The catholic epistle "James" came to orthodoxy late. It was not in the Old Syriac; it didn't enter the Muratorian canon, and Jerome noted that it was disputed as late as his own day. A synod at Laodicea accepted it AD 360 and that's likely about when it started trickling into Latin and Syriac NTs. So far so Beduhn.
Now, the argument-from-silence is rarely a good argument. Take the Gospels - also not extant in Syriac, in those Diatesseronic days. Here out West it's been noted for maybe a century (including this very blog) that we'd find difficult to accept Mark as early, given how thoroughly Matthew supplanted it. My own Church has historically asserted that Mark is later than Matthew. But, pardon my Galileianism - Mark is early. Helmut Koester thought that James behaves like 1 Clement in citing sayings of our Lord from the nebulous "oral tradition", namely not directly from a Gospel. Still. There are some intriguing dogs not barking in this night.
This post will call this author "James" to honour his pseudonym, and to save time; like I have no problem with calling the author of Isaiah 40-55 "Isaiah". Always keeping in mind that we aren't assuming their real names.

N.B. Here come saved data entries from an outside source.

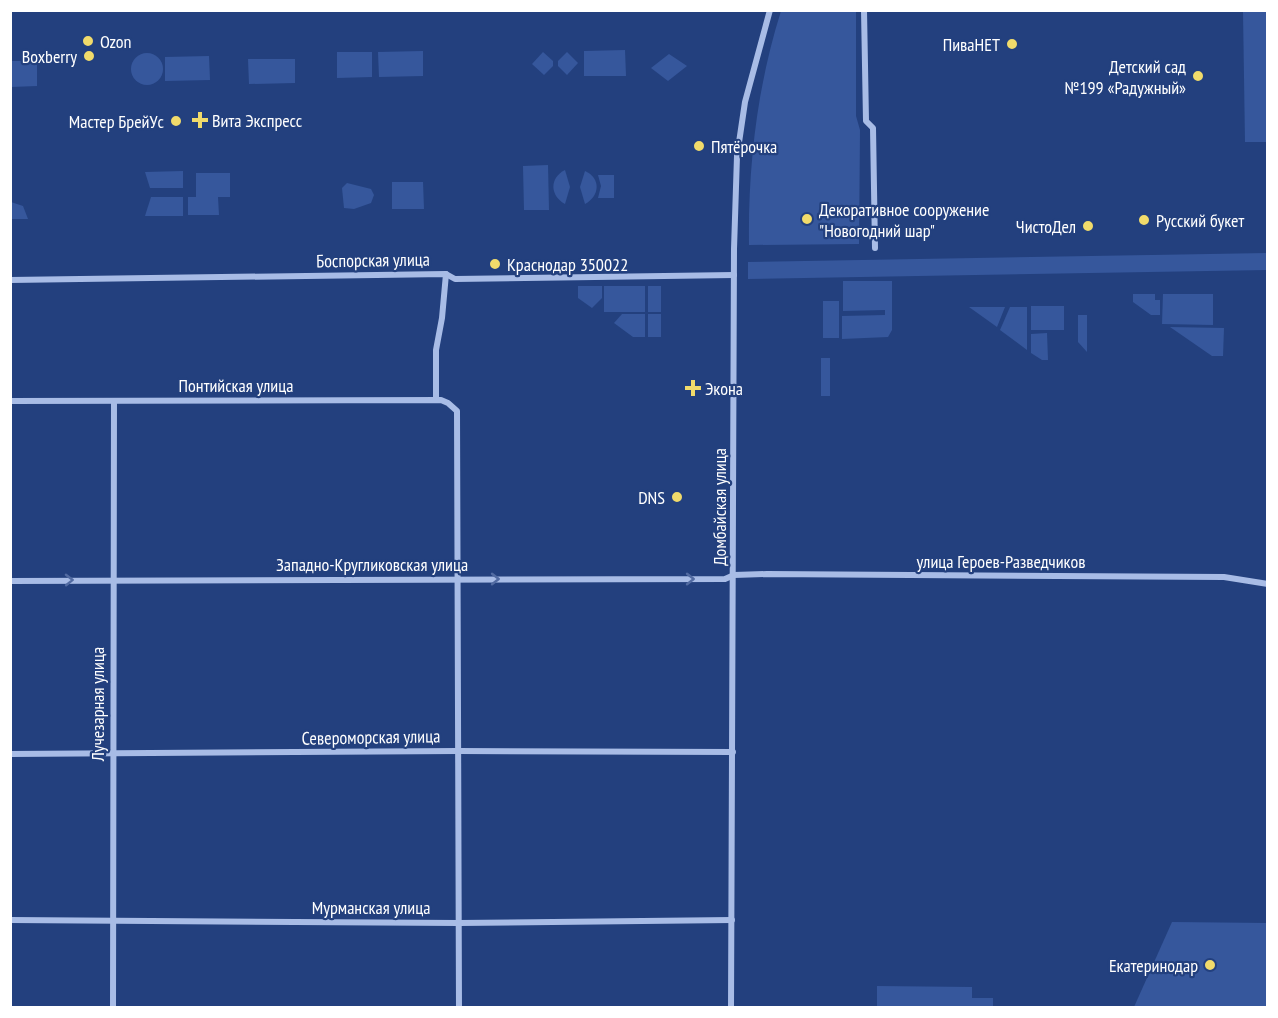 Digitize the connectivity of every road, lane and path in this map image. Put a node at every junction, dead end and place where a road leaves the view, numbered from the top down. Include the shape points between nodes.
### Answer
1 (770, 10) edge
2 (864, 10) edge
3 (875, 248) dead end
4 (446, 274) junction
5 (734, 275) junction
6 (10, 280) edge
7 (436, 400) junction
8 (10, 401) edge
9 (114, 401) junction
10 (734, 575) junction
11 (458, 579) junction
12 (112, 580) junction
13 (10, 581) edge
14 (1268, 584) edge
15 (458, 751) junction
16 (733, 752) junction
17 (10, 754) edge
18 (112, 755) junction
19 (10, 920) edge
20 (112, 920) junction
21 (732, 920) junction
22 (459, 922) junction
23 (113, 1008) edge
24 (459, 1008) edge
25 (730, 1008) edge

1 - 5 street, Домбайская улица via 745,102 737,156
2 - 3 street via 866,121 873,128
4 - 5 street, Боспорская улица via 455,279
4 - 6 street, Боспорская улица
4 - 7 street via 436,350
5 - 10 street, Домбайская улица
7 - 9 street, Понтийская улица
7 - 11 street, Понтийская улица via 445,401 457,411
8 - 9 street, Понтийская улица
9 - 12 street, Лучезарная улица
11 -> 10 street, Западно-Кругликовская улица via 725,579
10 - 14 street, улица Героев-Разведчиков via 1224,577
10 - 16 street, Домбайская улица
11 - 12 street, Западно-Кругликовская улица
11 - 15 street
13 -> 12 street, Западно-Кругликовская улица
12 - 18 street, Лучезарная улица
15 - 16 street, Североморская улица
15 - 18 street, Североморская улица
15 - 22 street
16 - 21 street, Домбайская улица
17 - 18 street, Североморская улица
18 - 20 street, Лучезарная улица
19 - 20 street, Мурманская улица
20 - 22 street, Мурманская улица
20 - 23 street, Лучезарная улица
21 - 22 street, Мурманская улица
21 - 25 street, Домбайская улица
22 - 24 street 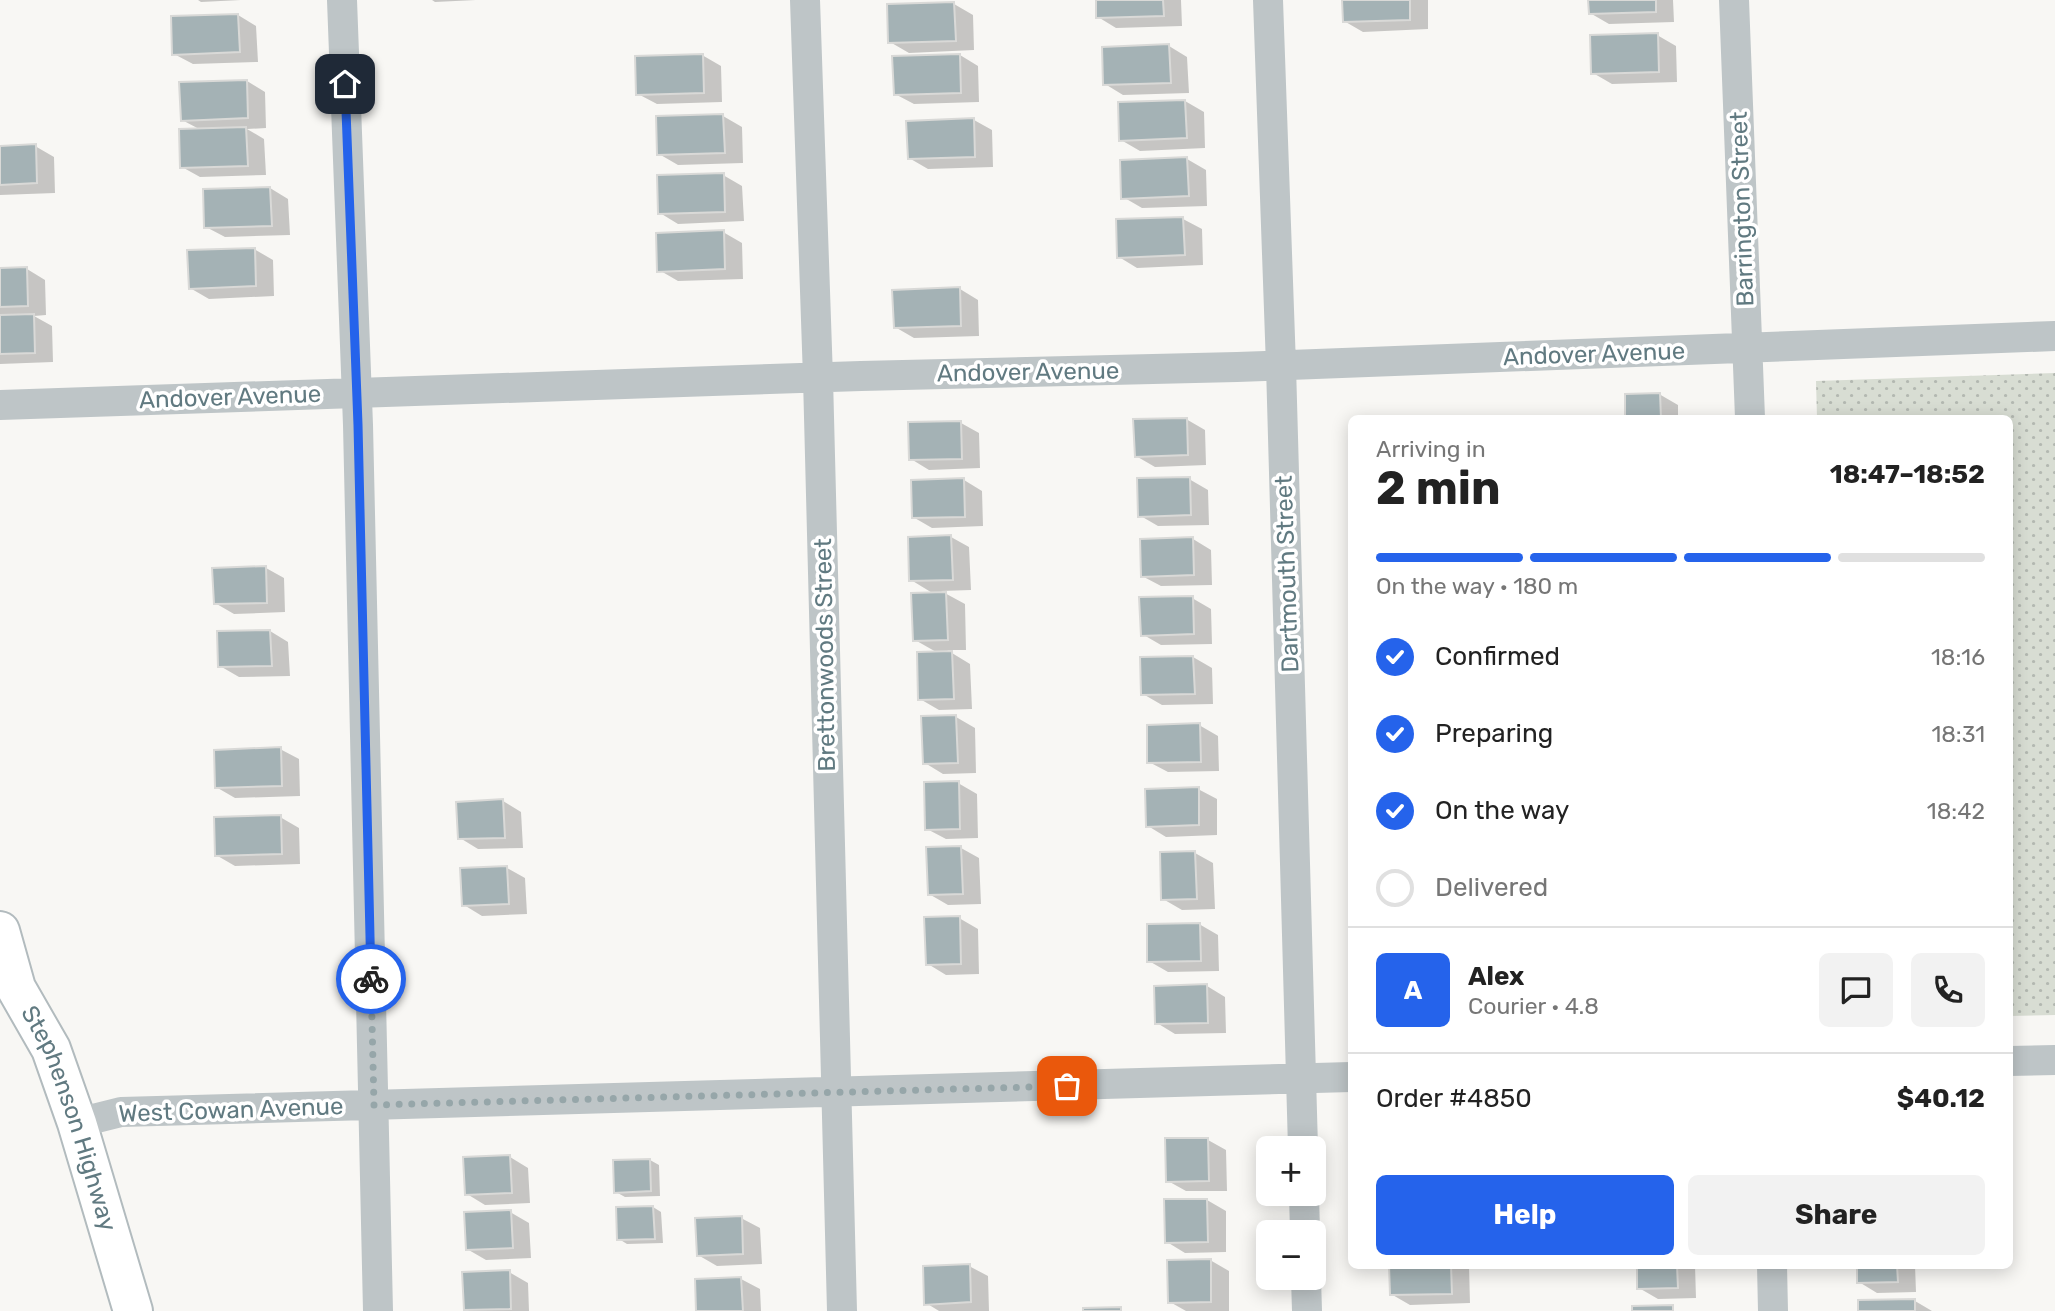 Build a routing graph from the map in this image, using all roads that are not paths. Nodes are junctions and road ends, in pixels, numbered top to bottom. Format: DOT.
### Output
graph roads {
  1 [pos="342,0"];
  2 [pos="805,0"];
  3 [pos="1268,0"];
  4 [pos="1734,0"];
  5 [pos="2055,336"];
  6 [pos="1748,347"];
  7 [pos="1281,366"];
  8 [pos="818,378"];
  9 [pos="357,393"];
  10 [pos="0,405"];
  11 [pos="1750,415"];
  12 [pos="0,931"];
  13 [pos="2055,1060"];
  14 [pos="2013,1061"];
  15 [pos="1348,1077"];
  16 [pos="1301,1079"];
  17 [pos="836,1093"];
  18 [pos="374,1105"];
  19 [pos="77,1123"];
  20 [pos="1303,1136"];
  21 [pos="1772,1269"];
  22 [pos="1306,1290"];
  23 [pos="134,1311"];
  24 [pos="378,1311"];
  25 [pos="842,1311"];
  26 [pos="1307,1311"];
  27 [pos="1773,1311"];
  1 -- 9 [label="street"];
  2 -- 8 [label="street, Brettonwoods Street"];
  3 -- 7 [label="street, Dartmouth Street"];
  4 -- 6 [label="street, Barrington Street"];
  5 -- 6 [label="street, Andover Avenue"];
  6 -- 7 [label="street, Andover Avenue"];
  6 -- 11 [label="street, Barrington Street"];
  7 -- 8 [label="street, Andover Avenue"];
  7 -- 16 [label="street, Dartmouth Street"];
  8 -- 9 [label="street, Andover Avenue"];
  8 -- 17 [label="street, Brettonwoods Street"];
  9 -- 10 [label="street, Andover Avenue"];
  9 -- 18 [label="street"];
  12 -- 19 [label="main road, Stephenson Highway"];
  13 -- 14 [label="street"];
  15 -- 16 [label="street, West Cowan Avenue"];
  16 -- 17 [label="street, West Cowan Avenue"];
  16 -- 20 [label="street, Dartmouth Street"];
  17 -- 18 [label="street, West Cowan Avenue"];
  17 -- 25 [label="street, Brettonwoods Street"];
  18 -- 19 [label="street, West Cowan Avenue"];
  18 -- 24 [label="street"];
  19 -- 23 [label="main road, Stephenson Highway"];
  21 -- 27 [label="street"];
  22 -- 26 [label="street"];
}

Everyone has noticed that James is a nomian; this author approves Torah and (more so) the wisdom-tradition interpretation thereof, from Ben Sira to Dennis Prager. Underappreciated is that this author likes the Septuagint's torah. Even Paul preferred a protoMT text for instance his citation of Jeremiah 16 against the idolaters. Josephus and pseudo-Philo also went with MT-leaning Greek, like when reciting the David / Goliath story. Maybe these Hellenophone Jews were not prepared to do the full Aquila; but certainly they followed the Lucian / kaige / Theodotion revisions. James might have been a Judaeophile but he doesn't read like a post-9-Av Jew.
Also what strikes me is that James doesn't wax on about circumcision, as we'd expect from a contemporary opponent to Paul. James seems to be reacting to a Paul-ism, as might be found amongst, well, the extreme Lutherans. Marcion comes to mind; and that Lucan faction which led to him.
Wikipedia wants me to read James as a followup to 1 Peter. I am less certain James wants us to read him so, contrast 2 Peter with the Apocalypse. James wants us to think he relies upon the "paraenetic tradition" common to the community; as did 1 Clement and probably 1 Peter too.
James 5:10-11 diverges from 1 Peter in suggesting Job (in Greek!) as the model of patience in adversity. As Udo Schnelle has asked - why not Christ. James' church had no crucifix behind its altar. To the extent we are not meditating upon the Cross; we read this sentiment also in 2 Thessalonians and in the Gospel of Thomas.
This bizarre mix of post-Pauline and maybe even post-Lucan controversy, coupled with a paraenesis avoiding ascription to Christ, to my mind is best-resolved as a pseudepigraphy. Someone in the pseudo-Clementine milieu opposed the Paulines and Lucans (although perhaps not Marcion yet), by "anticipating" their antinomianism. This was done by a letter from Jesus' inner circle purporting from when the Lord still lived. The Abgar legend proposes that Jesus Himself corresponded with the court of Edessa Callirrhoë.
The "Epistle of James" does not dare this. But he can certainly piggyback off Jesus' family name. He could base this from the letters he'd read from Paul, which was probably all of them, including the Pastorals. In parallel consider Hegesippus.
UPDATE 3/8 - Thinking this through, I now think we are dealing with a "preëmptive" strike against Marcion. James' defence of Torah-based ethics is really a defence of using the Torah at all. Paul and Luke still own a Bible, their writings making little sense without it; and feel no need to argue the point.